■ Task requirements: Set down the entries once more, exactly as given.

──────── Material provided

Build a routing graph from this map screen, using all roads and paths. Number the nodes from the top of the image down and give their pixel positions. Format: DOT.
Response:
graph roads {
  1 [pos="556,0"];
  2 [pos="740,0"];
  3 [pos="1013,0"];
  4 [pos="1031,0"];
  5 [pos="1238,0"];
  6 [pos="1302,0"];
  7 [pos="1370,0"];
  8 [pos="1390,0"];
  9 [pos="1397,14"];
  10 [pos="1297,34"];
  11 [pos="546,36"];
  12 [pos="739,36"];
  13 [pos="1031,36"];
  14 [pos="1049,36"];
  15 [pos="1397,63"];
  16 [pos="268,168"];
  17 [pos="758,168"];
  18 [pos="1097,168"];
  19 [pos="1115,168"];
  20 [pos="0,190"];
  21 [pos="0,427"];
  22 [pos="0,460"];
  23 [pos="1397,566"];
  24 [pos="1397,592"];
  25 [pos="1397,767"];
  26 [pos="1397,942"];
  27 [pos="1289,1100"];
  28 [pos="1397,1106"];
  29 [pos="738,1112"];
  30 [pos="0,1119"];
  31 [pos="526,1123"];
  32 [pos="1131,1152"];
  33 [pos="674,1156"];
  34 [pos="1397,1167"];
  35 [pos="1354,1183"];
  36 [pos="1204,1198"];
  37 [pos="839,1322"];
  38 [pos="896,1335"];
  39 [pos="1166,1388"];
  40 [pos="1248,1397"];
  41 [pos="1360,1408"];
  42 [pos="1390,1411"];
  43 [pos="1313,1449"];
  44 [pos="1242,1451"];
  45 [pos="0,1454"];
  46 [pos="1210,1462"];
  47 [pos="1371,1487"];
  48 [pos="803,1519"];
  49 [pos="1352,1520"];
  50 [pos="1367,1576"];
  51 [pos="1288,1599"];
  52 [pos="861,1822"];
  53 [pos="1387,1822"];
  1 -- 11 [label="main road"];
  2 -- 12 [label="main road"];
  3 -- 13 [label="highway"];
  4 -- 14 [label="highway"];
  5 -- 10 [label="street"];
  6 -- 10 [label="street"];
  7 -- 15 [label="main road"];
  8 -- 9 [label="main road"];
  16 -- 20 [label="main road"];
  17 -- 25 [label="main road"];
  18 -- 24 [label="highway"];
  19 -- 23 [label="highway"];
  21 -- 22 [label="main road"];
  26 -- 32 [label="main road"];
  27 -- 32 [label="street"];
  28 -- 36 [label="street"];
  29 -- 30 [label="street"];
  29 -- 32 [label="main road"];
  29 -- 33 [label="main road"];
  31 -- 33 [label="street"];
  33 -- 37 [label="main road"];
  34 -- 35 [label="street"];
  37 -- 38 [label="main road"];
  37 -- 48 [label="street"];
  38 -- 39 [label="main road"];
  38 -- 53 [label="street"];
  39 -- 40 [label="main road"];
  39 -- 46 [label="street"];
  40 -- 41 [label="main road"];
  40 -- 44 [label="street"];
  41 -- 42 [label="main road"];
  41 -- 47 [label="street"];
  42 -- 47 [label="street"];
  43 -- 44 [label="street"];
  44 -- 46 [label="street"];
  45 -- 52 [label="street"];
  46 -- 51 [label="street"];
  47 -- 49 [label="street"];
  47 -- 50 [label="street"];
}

────────────────

■ Exercise result:
Build a routing graph from this map screen, using all roads and paths. Number the nodes from the top of the image down and give their pixel positions. Format: DOT.
Response:
graph roads {
  1 [pos="556,0"];
  2 [pos="740,0"];
  3 [pos="1013,0"];
  4 [pos="1031,0"];
  5 [pos="1238,0"];
  6 [pos="1302,0"];
  7 [pos="1370,0"];
  8 [pos="1390,0"];
  9 [pos="1397,14"];
  10 [pos="1297,34"];
  11 [pos="546,36"];
  12 [pos="739,36"];
  13 [pos="1031,36"];
  14 [pos="1049,36"];
  15 [pos="1397,63"];
  16 [pos="268,168"];
  17 [pos="758,168"];
  18 [pos="1097,168"];
  19 [pos="1115,168"];
  20 [pos="0,190"];
  21 [pos="0,427"];
  22 [pos="0,460"];
  23 [pos="1397,566"];
  24 [pos="1397,592"];
  25 [pos="1397,767"];
  26 [pos="1397,942"];
  27 [pos="1289,1100"];
  28 [pos="1397,1106"];
  29 [pos="738,1112"];
  30 [pos="0,1119"];
  31 [pos="526,1123"];
  32 [pos="1131,1152"];
  33 [pos="674,1156"];
  34 [pos="1397,1167"];
  35 [pos="1354,1183"];
  36 [pos="1204,1198"];
  37 [pos="839,1322"];
  38 [pos="896,1335"];
  39 [pos="1166,1388"];
  40 [pos="1248,1397"];
  41 [pos="1360,1408"];
  42 [pos="1390,1411"];
  43 [pos="1313,1449"];
  44 [pos="1242,1451"];
  45 [pos="0,1454"];
  46 [pos="1210,1462"];
  47 [pos="1371,1487"];
  48 [pos="803,1519"];
  49 [pos="1352,1520"];
  50 [pos="1367,1576"];
  51 [pos="1288,1599"];
  52 [pos="861,1822"];
  53 [pos="1387,1822"];
  1 -- 11 [label="main road"];
  2 -- 12 [label="main road"];
  3 -- 13 [label="highway"];
  4 -- 14 [label="highway"];
  5 -- 10 [label="street"];
  6 -- 10 [label="street"];
  7 -- 15 [label="main road"];
  8 -- 9 [label="main road"];
  16 -- 20 [label="main road"];
  17 -- 25 [label="main road"];
  18 -- 24 [label="highway"];
  19 -- 23 [label="highway"];
  21 -- 22 [label="main road"];
  26 -- 32 [label="main road"];
  27 -- 32 [label="street"];
  28 -- 36 [label="street"];
  29 -- 30 [label="street"];
  29 -- 32 [label="main road"];
  29 -- 33 [label="main road"];
  31 -- 33 [label="street"];
  33 -- 37 [label="main road"];
  34 -- 35 [label="street"];
  37 -- 38 [label="main road"];
  37 -- 48 [label="street"];
  38 -- 39 [label="main road"];
  38 -- 53 [label="street"];
  39 -- 40 [label="main road"];
  39 -- 46 [label="street"];
  40 -- 41 [label="main road"];
  40 -- 44 [label="street"];
  41 -- 42 [label="main road"];
  41 -- 47 [label="street"];
  42 -- 47 [label="street"];
  43 -- 44 [label="street"];
  44 -- 46 [label="street"];
  45 -- 52 [label="street"];
  46 -- 51 [label="street"];
  47 -- 49 [label="street"];
  47 -- 50 [label="street"];
}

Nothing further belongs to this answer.